◆ What to work on
Scan the lines below for the string "Northeast". Reply with how many match, and no other words.

◆ Provided information
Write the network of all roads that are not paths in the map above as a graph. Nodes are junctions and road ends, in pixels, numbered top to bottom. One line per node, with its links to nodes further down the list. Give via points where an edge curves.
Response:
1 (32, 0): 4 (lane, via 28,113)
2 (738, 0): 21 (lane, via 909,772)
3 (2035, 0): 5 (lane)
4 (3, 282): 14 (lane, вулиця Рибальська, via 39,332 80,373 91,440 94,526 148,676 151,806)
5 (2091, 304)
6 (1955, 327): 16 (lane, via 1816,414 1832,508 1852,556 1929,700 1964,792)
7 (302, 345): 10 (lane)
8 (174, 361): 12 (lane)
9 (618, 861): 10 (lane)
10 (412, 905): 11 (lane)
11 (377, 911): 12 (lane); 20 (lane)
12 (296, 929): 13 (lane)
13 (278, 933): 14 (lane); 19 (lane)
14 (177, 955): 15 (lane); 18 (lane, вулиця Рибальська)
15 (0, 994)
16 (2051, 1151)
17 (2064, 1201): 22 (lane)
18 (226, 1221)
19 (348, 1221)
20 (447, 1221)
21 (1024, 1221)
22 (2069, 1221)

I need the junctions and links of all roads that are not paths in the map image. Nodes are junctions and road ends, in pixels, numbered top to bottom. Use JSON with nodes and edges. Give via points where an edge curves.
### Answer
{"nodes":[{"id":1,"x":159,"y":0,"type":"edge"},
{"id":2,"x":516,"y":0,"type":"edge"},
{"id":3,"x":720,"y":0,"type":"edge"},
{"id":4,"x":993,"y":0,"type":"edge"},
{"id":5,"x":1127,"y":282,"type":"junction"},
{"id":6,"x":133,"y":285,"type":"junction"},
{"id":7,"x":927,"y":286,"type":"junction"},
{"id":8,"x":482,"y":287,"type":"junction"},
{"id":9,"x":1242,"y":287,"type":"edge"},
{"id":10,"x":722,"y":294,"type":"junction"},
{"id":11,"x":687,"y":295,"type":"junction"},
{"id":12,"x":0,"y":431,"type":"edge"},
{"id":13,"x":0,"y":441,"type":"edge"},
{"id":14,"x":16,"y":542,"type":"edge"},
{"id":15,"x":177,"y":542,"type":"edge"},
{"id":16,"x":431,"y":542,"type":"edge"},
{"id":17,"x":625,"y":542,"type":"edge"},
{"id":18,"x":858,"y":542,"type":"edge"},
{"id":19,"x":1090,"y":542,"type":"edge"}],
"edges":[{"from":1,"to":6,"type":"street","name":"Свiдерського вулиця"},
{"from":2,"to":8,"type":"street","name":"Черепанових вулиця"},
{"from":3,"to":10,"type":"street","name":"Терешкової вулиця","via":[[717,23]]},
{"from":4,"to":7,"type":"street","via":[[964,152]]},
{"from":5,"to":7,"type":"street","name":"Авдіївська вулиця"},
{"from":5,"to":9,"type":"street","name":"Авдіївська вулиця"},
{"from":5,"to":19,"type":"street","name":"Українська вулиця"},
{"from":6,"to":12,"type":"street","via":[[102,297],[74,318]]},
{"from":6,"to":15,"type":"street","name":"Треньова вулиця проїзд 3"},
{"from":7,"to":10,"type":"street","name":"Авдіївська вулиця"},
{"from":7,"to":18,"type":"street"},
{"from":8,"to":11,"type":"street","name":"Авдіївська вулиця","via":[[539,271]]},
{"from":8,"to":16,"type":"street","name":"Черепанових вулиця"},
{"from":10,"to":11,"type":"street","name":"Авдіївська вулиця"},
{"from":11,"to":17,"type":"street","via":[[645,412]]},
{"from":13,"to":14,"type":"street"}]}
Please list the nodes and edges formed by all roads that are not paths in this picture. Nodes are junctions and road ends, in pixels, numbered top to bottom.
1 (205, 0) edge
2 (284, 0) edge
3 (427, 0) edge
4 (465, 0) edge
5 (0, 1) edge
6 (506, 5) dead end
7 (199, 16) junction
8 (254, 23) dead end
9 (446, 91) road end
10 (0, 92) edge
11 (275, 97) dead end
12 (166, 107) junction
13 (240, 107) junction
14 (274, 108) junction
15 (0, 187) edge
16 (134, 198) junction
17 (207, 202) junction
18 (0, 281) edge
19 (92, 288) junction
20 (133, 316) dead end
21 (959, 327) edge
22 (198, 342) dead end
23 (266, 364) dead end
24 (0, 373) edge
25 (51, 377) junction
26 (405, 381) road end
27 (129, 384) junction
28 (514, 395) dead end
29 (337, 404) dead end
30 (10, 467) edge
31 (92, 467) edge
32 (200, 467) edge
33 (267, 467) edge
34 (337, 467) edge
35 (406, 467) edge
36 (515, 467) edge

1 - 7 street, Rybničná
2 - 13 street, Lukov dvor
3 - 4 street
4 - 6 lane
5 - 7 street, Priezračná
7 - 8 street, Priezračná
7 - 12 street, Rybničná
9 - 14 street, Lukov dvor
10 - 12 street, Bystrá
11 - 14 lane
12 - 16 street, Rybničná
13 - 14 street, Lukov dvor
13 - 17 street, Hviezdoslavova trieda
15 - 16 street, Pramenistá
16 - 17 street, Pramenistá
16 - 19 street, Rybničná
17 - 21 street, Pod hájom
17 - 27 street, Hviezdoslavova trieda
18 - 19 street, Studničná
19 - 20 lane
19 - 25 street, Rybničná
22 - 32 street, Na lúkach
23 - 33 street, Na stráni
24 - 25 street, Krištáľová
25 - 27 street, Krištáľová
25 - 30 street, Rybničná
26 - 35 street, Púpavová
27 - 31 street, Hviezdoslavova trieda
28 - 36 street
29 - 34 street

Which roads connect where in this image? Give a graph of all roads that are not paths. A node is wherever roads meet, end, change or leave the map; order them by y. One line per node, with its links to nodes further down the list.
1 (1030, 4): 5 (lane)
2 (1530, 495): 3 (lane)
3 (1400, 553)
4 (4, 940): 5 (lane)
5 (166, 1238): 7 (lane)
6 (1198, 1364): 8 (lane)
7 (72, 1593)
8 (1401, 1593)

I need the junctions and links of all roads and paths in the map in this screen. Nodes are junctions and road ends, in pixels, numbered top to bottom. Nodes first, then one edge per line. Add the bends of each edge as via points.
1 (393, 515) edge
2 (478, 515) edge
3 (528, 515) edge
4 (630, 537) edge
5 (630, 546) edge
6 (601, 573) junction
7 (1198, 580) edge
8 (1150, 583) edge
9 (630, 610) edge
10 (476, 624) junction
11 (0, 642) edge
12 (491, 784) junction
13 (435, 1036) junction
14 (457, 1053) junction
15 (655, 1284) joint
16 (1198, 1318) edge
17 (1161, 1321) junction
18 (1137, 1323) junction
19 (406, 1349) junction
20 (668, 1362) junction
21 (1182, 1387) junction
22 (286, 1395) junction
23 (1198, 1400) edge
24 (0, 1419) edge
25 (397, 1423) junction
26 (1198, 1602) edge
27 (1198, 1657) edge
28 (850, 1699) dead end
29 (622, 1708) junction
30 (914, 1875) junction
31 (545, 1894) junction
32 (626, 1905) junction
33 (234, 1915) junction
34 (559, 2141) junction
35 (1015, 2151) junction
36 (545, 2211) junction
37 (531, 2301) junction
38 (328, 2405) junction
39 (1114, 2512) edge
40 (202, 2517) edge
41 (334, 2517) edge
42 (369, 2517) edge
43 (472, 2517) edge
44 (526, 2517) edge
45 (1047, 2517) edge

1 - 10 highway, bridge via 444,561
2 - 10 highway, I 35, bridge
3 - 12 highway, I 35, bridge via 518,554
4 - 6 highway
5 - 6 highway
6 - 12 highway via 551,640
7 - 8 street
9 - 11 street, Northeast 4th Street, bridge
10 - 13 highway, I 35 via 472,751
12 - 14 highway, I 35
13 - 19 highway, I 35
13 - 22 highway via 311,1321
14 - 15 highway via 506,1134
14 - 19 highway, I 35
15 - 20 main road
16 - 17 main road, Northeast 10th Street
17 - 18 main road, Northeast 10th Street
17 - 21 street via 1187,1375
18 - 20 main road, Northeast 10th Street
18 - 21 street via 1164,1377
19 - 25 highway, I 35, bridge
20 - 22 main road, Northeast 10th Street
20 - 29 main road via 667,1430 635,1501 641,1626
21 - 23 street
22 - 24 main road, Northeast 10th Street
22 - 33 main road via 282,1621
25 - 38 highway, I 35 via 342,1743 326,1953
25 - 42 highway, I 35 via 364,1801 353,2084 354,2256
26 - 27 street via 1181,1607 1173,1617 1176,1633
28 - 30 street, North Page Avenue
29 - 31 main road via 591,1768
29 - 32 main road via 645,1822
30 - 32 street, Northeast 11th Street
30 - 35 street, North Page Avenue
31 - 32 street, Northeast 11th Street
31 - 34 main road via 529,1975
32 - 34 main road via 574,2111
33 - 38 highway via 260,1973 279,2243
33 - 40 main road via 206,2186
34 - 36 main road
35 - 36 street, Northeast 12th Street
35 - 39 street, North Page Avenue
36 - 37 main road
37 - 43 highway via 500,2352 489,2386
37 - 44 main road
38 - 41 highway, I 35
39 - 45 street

◆ Answer area
9